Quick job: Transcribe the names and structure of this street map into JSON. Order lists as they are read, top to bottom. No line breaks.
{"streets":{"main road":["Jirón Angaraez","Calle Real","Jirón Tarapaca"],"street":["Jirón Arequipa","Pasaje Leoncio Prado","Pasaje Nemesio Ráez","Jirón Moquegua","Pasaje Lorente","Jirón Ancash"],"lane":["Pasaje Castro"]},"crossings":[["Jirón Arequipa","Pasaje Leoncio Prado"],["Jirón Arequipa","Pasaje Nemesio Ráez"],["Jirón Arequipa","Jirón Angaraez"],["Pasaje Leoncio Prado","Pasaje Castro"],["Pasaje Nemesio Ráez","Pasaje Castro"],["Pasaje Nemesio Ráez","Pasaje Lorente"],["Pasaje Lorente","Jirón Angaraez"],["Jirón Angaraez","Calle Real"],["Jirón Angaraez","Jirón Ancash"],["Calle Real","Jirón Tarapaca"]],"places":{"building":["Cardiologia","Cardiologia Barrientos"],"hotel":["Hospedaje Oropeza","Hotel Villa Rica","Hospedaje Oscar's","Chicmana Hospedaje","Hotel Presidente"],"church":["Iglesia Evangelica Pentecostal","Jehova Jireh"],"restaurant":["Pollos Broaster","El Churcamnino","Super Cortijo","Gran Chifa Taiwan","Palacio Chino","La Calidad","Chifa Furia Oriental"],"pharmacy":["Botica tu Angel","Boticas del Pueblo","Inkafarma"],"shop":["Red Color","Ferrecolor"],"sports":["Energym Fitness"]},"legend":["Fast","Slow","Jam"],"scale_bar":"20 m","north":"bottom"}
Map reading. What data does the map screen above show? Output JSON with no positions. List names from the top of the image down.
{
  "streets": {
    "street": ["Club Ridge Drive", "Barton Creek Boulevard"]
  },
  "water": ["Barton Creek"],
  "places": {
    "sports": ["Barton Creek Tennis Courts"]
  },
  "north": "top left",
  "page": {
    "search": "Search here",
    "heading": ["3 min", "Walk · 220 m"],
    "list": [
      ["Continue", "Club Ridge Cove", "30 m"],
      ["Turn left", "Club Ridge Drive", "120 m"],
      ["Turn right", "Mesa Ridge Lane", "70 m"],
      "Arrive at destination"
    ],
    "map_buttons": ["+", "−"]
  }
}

++++++++++++++++++++

= YOUR INSTRUCTIONS =
Set out exactly the run of lines that begins at the line holding "Map reading. What" and ends at the last line of the data.

= FINISHED TASK =
Map reading. What data does the map screen above show? Output JSON with no positions. List names from the top of the image down.
{
  "streets": {
    "street": ["Club Ridge Drive", "Barton Creek Boulevard"]
  },
  "water": ["Barton Creek"],
  "places": {
    "sports": ["Barton Creek Tennis Courts"]
  },
  "north": "top left",
  "page": {
    "search": "Search here",
    "heading": ["3 min", "Walk · 220 m"],
    "list": [
      ["Continue", "Club Ridge Cove", "30 m"],
      ["Turn left", "Club Ridge Drive", "120 m"],
      ["Turn right", "Mesa Ridge Lane", "70 m"],
      "Arrive at destination"
    ],
    "map_buttons": ["+", "−"]
  }
}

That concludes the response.